▸ Prompt: The answer must consist of the records, repeated exactly.

——

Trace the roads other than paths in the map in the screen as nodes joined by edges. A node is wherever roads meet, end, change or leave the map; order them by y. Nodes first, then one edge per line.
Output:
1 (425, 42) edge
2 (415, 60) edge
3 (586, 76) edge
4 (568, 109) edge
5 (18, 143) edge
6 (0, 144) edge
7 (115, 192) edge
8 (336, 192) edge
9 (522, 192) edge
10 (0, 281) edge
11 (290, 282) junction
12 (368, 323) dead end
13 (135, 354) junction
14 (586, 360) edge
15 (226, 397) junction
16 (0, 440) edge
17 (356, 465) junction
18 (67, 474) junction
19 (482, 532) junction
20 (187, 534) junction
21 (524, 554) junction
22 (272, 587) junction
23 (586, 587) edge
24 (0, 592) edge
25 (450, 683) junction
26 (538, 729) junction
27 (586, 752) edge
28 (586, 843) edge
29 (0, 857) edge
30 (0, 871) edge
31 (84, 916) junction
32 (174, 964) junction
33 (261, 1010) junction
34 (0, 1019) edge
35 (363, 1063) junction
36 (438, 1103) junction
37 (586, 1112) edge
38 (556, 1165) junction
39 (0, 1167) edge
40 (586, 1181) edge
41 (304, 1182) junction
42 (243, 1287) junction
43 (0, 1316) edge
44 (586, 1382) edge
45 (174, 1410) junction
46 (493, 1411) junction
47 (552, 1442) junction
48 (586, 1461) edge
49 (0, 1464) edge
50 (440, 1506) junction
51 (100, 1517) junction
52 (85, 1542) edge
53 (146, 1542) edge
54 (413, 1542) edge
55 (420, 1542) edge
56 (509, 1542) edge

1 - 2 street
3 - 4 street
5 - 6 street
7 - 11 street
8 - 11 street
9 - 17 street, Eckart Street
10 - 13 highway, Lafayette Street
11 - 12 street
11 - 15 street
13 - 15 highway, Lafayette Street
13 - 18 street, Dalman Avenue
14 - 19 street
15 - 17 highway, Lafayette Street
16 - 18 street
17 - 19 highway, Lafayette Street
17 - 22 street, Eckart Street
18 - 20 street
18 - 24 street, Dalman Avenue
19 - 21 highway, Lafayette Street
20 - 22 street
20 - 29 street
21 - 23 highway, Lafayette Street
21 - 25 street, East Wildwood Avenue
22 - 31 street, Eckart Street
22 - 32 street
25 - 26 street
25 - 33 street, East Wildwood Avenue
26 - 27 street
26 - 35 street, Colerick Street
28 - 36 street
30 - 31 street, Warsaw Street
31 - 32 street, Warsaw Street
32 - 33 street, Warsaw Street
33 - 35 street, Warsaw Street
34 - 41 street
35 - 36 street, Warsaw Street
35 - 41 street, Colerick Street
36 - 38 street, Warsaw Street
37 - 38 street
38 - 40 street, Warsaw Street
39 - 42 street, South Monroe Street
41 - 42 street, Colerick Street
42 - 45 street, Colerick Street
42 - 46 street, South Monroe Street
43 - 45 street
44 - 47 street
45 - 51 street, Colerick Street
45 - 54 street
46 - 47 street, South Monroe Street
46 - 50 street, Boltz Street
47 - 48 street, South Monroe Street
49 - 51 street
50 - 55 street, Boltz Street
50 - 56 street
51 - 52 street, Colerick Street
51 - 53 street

——

▸ Finished task:
Trace the roads other than paths in the map in the screen as nodes joined by edges. A node is wherever roads meet, end, change or leave the map; order them by y. Nodes first, then one edge per line.
Output:
1 (425, 42) edge
2 (415, 60) edge
3 (586, 76) edge
4 (568, 109) edge
5 (18, 143) edge
6 (0, 144) edge
7 (115, 192) edge
8 (336, 192) edge
9 (522, 192) edge
10 (0, 281) edge
11 (290, 282) junction
12 (368, 323) dead end
13 (135, 354) junction
14 (586, 360) edge
15 (226, 397) junction
16 (0, 440) edge
17 (356, 465) junction
18 (67, 474) junction
19 (482, 532) junction
20 (187, 534) junction
21 (524, 554) junction
22 (272, 587) junction
23 (586, 587) edge
24 (0, 592) edge
25 (450, 683) junction
26 (538, 729) junction
27 (586, 752) edge
28 (586, 843) edge
29 (0, 857) edge
30 (0, 871) edge
31 (84, 916) junction
32 (174, 964) junction
33 (261, 1010) junction
34 (0, 1019) edge
35 (363, 1063) junction
36 (438, 1103) junction
37 (586, 1112) edge
38 (556, 1165) junction
39 (0, 1167) edge
40 (586, 1181) edge
41 (304, 1182) junction
42 (243, 1287) junction
43 (0, 1316) edge
44 (586, 1382) edge
45 (174, 1410) junction
46 (493, 1411) junction
47 (552, 1442) junction
48 (586, 1461) edge
49 (0, 1464) edge
50 (440, 1506) junction
51 (100, 1517) junction
52 (85, 1542) edge
53 (146, 1542) edge
54 (413, 1542) edge
55 (420, 1542) edge
56 (509, 1542) edge

1 - 2 street
3 - 4 street
5 - 6 street
7 - 11 street
8 - 11 street
9 - 17 street, Eckart Street
10 - 13 highway, Lafayette Street
11 - 12 street
11 - 15 street
13 - 15 highway, Lafayette Street
13 - 18 street, Dalman Avenue
14 - 19 street
15 - 17 highway, Lafayette Street
16 - 18 street
17 - 19 highway, Lafayette Street
17 - 22 street, Eckart Street
18 - 20 street
18 - 24 street, Dalman Avenue
19 - 21 highway, Lafayette Street
20 - 22 street
20 - 29 street
21 - 23 highway, Lafayette Street
21 - 25 street, East Wildwood Avenue
22 - 31 street, Eckart Street
22 - 32 street
25 - 26 street
25 - 33 street, East Wildwood Avenue
26 - 27 street
26 - 35 street, Colerick Street
28 - 36 street
30 - 31 street, Warsaw Street
31 - 32 street, Warsaw Street
32 - 33 street, Warsaw Street
33 - 35 street, Warsaw Street
34 - 41 street
35 - 36 street, Warsaw Street
35 - 41 street, Colerick Street
36 - 38 street, Warsaw Street
37 - 38 street
38 - 40 street, Warsaw Street
39 - 42 street, South Monroe Street
41 - 42 street, Colerick Street
42 - 45 street, Colerick Street
42 - 46 street, South Monroe Street
43 - 45 street
44 - 47 street
45 - 51 street, Colerick Street
45 - 54 street
46 - 47 street, South Monroe Street
46 - 50 street, Boltz Street
47 - 48 street, South Monroe Street
49 - 51 street
50 - 55 street, Boltz Street
50 - 56 street
51 - 52 street, Colerick Street
51 - 53 street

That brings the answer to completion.